Garrett applauds Alexander for his insight and his sense of fun and play. Even with the masks we have to wear, says Garrett, “you can tell he has a smile on his face from 10 to 6 every day.”

ALSO COMING TO BAY STREET

“We’re shooting for the stars,” says Scott Schwartz, artistic director of Bay Street Theater in Sag Harbor, describing the upcoming season. After two years of dealing with the pandemic, he says, “I felt like this summer should be a blowout.

The major component of the promised blowout is “Ragtime,” which will close the theater’s summer season, running Aug 2-28. Originally planned for 2020, the show will feature a cast of 17, making it the largest production in Schwartz’s nine-year tenure. The sprawling musical, based on the E.L. Doctorow novel, is so relevant to our time, says Schwartz. “It’s a vision of America…it’s about race and class, how they collide and how they come together.” And, he adds, “it has one of the best scores written for the musical theater in the last 25 years.”
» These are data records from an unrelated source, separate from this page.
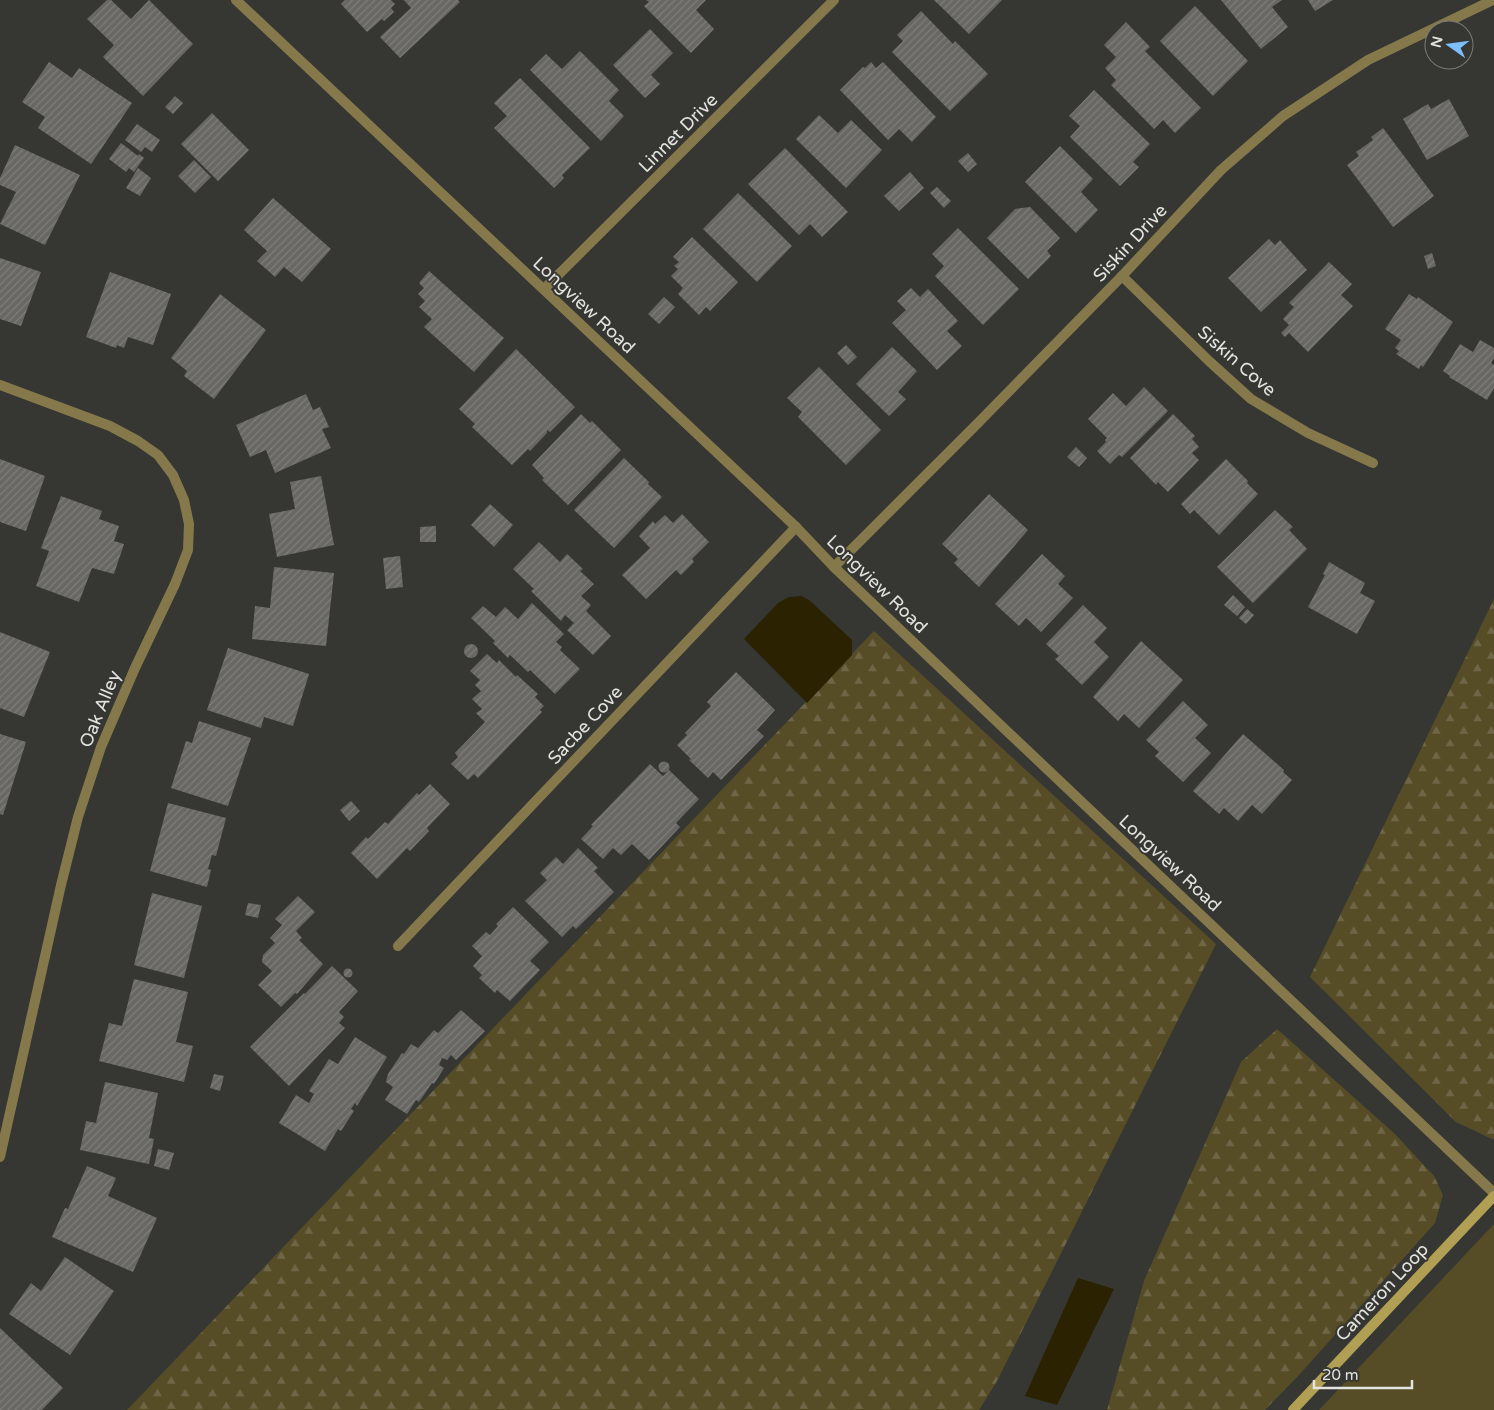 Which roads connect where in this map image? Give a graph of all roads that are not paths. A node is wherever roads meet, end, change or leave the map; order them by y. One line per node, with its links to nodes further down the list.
1 (236, 0): 5 (street, Longview Road)
2 (834, 0): 5 (street, Linnet Drive)
3 (1493, 0): 4 (street, Siskin Drive)
4 (1122, 276): 7 (street, Siskin Cove); 9 (street, Siskin Drive)
5 (544, 289): 8 (street, Longview Road)
6 (0, 385): 11 (street, Oak Alley)
7 (1374, 463)
8 (796, 527): 9 (street, Longview Road); 10 (street, Sacbe Cove)
9 (834, 567): 12 (street, Longview Road)
10 (398, 946)
11 (0, 1157)
12 (1494, 1194): 13 (street, Cameron Loop)
13 (1293, 1410) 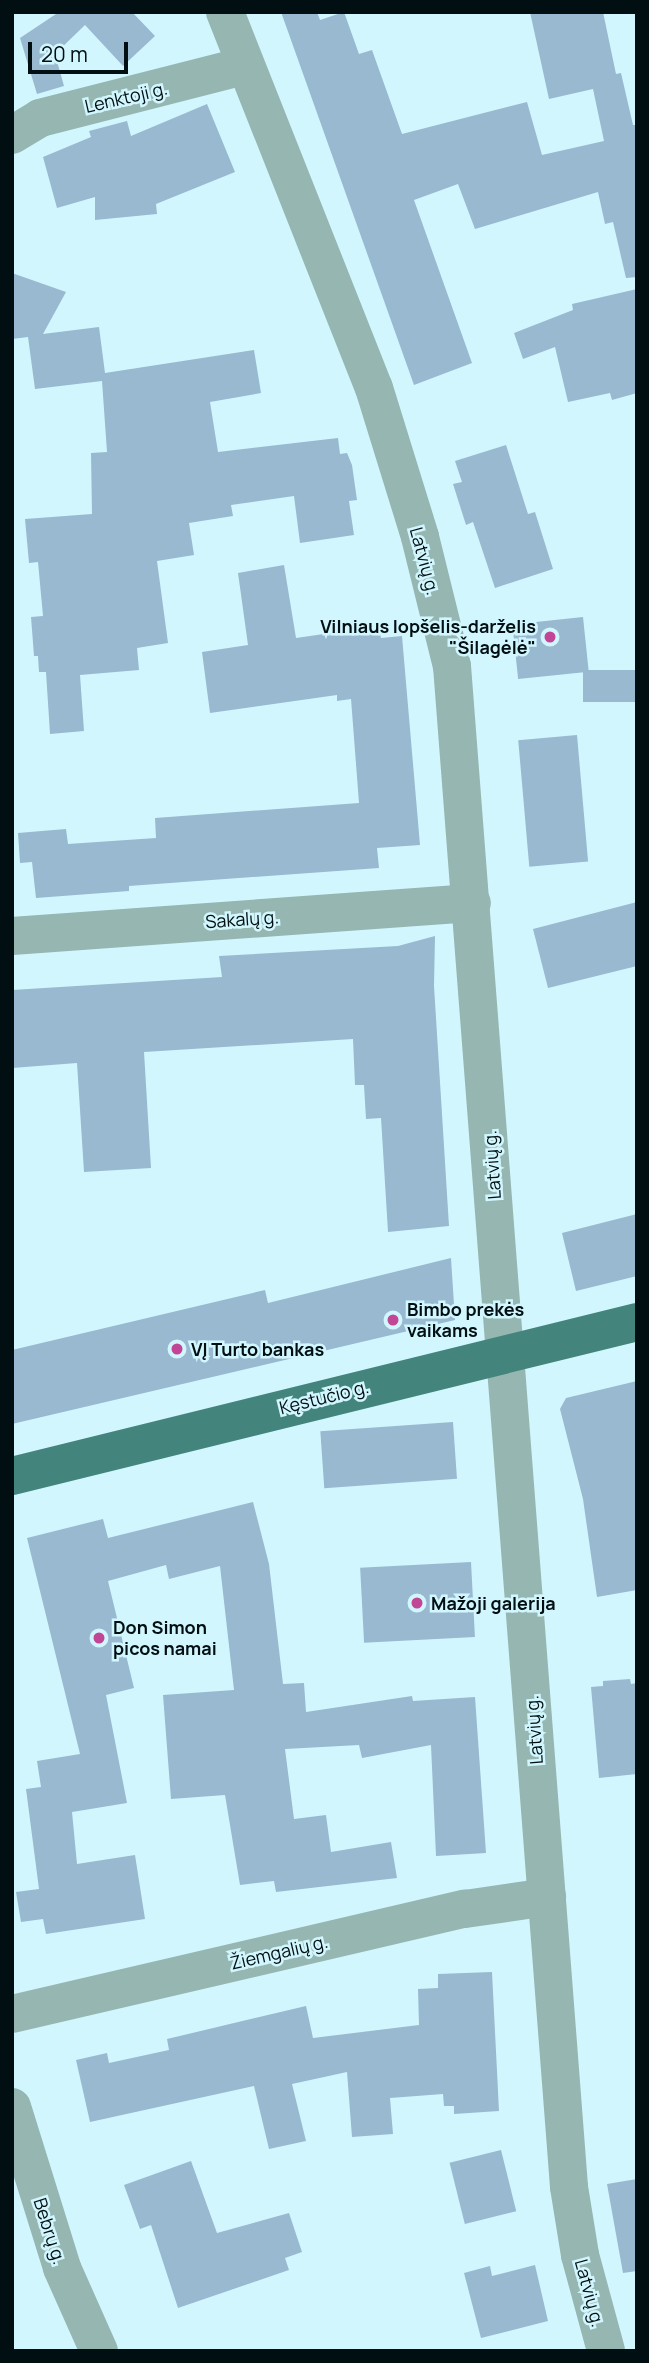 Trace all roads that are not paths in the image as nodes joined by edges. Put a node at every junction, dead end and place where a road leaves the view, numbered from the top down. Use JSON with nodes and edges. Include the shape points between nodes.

From June 28-July 24, Bay Street will present the Pulitzer Prize-winning “Anna in the Tropics” by Nilo Cruz. The story of a Cuban-American family working in a cigar factor in Tampa, Florida, is a beautiful play with a very different mood and features an all-Latino cast and production team., says Schwartz. Running in repertory with “Anna” July 11-16 will be a one-man show by comedian Mike Birbiglia, who’s workshopping material for another Broadway run.

Bay Street’s Comedy Club will be in full swing with appearances by, among others, Colin Quinn and Preacher Lawson (from “America’s Got Talent”), and the popular Music Mondays series will include Broadway stars Lillias White and Ali Stoker and a concert version of the new musical “Mousical,” directed by Julie Andrews.